Arcane hail from Germany, which in 'electronica' terms is the motherland for sequencer-led electronic music. Future Wreck is one of those brooding, almost gothic monster albums that creep up on you over the span of several listens to proclaim its greatness. Arcane date back to the early 70's but this new album by surviving members Gerhard Schreck and Hans-Ulrich Buchloh and an unidentified new member is bang up to date with four lengthy tracks of sequencer riffing and cosmic exploration. The title track opens with some gentle choral flute lines that shift after a few minutes into the first sequencer riff which then continually shift and mutate over the next twenty minutes. The Plastic Eaters starts with pulsating electronic heartbeat underlined by some eary bell sounds, this slowly increases tempo, with new melody lines slowly adding to the mix, until a fast sequencer riff and percussion kick in and take the track into flight. Classic slow burn tactics that work beautifully. The final tracks, The Visible Empty Man and Planet of the Blind, using a mixture of the previous formulas are equally good. Future Wreck is Arcane's most accessible album to date and I enjoyed it immensely.
This is the CD reissue of Mark Shreeve's first album, dating back to 1980, and one has to admit that it shows. The sound and music is very minimalist, the four tracks employ only a few sonic voices to carry Shreeve's ideas, and one of these is a rather irritating buzz-saw sound that takes a while to get used to. Opening track The Keeper is a near thirty minute exploration of this soundscape, rather chameleon-like, forever changing moods and sounds.

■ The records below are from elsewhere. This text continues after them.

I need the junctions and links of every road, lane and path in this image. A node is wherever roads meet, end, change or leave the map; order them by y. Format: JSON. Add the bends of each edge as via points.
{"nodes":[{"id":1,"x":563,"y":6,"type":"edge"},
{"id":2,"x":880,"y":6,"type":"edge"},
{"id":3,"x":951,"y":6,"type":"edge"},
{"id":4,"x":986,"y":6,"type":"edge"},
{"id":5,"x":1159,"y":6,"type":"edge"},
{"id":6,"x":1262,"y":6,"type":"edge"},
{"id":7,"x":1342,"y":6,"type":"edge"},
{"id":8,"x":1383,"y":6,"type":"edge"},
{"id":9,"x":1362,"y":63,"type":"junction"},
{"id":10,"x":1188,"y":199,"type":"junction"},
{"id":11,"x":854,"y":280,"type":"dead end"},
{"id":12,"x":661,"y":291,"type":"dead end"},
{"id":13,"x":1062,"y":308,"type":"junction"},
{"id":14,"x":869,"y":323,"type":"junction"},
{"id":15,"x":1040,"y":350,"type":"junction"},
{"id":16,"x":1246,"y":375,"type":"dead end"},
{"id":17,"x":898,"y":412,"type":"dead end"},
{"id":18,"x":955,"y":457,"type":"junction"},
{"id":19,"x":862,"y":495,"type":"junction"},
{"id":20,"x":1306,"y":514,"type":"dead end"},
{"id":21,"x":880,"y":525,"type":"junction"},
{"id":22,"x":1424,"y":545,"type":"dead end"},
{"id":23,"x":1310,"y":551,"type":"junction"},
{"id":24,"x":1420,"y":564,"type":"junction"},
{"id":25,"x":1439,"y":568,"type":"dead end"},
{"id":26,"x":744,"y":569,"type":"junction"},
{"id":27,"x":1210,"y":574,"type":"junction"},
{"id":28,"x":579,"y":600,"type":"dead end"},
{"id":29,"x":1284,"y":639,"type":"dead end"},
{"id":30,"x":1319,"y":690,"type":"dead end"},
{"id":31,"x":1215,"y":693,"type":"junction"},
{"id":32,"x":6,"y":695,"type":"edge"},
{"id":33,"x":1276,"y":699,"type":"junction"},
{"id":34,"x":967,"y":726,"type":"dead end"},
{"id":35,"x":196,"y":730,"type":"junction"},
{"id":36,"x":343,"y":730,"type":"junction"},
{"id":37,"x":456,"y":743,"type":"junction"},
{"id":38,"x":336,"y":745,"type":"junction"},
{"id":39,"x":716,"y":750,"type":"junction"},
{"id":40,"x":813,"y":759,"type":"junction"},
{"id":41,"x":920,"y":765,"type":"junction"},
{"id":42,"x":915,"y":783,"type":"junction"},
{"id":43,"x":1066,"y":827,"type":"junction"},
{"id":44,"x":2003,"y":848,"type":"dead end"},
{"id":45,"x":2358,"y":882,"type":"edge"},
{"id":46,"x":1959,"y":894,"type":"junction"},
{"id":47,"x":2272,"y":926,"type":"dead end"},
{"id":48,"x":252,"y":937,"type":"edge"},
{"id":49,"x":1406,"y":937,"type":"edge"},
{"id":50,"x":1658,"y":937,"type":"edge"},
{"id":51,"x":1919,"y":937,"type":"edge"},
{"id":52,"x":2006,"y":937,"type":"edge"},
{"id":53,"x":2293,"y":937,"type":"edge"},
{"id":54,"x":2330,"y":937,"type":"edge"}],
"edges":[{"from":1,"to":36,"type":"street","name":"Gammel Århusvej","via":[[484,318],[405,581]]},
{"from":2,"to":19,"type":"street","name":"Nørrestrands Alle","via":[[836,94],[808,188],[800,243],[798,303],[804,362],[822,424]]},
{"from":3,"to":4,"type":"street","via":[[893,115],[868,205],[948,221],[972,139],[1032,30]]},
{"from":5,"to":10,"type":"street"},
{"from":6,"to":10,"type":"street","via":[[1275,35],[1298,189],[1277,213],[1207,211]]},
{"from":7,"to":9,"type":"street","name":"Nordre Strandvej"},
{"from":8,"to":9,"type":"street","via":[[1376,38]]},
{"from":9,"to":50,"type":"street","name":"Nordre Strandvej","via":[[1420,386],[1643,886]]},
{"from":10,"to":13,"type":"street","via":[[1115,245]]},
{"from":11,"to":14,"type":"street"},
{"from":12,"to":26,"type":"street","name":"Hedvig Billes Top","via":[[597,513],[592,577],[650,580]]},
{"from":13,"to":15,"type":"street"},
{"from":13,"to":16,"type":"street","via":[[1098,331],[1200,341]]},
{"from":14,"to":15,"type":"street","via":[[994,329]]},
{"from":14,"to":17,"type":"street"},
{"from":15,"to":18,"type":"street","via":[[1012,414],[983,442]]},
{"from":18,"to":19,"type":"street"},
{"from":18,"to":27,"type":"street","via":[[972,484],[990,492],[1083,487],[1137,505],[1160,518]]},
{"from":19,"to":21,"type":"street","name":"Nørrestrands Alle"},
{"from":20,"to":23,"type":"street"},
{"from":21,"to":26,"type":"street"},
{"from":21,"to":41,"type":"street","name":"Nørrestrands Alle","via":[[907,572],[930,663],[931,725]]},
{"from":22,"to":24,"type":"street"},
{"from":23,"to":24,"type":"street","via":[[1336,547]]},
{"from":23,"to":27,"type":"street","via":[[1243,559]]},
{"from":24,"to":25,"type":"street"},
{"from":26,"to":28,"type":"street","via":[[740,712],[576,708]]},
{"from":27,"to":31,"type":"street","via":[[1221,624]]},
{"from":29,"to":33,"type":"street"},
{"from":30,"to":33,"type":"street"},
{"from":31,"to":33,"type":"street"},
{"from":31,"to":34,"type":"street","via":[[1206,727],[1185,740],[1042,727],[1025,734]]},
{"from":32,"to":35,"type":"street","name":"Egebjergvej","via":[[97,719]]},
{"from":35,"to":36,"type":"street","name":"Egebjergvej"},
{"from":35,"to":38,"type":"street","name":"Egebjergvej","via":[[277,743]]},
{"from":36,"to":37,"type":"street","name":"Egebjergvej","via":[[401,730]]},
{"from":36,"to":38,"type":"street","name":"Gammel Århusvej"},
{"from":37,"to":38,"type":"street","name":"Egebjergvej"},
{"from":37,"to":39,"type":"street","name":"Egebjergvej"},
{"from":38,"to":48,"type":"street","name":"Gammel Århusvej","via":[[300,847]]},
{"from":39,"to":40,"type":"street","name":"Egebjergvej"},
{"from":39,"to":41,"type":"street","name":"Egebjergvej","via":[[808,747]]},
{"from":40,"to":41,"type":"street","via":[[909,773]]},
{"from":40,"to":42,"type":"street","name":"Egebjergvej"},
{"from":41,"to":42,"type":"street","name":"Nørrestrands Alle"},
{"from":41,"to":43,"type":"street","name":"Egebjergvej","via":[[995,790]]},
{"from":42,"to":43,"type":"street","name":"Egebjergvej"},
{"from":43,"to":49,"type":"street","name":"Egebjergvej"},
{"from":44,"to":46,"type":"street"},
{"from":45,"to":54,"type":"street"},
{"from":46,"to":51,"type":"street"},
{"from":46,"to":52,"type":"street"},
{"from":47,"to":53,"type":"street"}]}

Impressive if you enjoy minimalism. Alive lives up to its name and is certainly more lively, a simple sequencer piece that goes around in circles for a couple of minutes. Embryo, another lengthy track, starts with some very brooding synths, pulsing under a cyclical slow lead line that eventually fades into something much more upbeat twelve minutes or so in. Final track Iceflakes is another slow, almost ambient piece, very reflective. Embryo is a very impressive album, though extremely stark and not easily approachable for the occasional EM listener.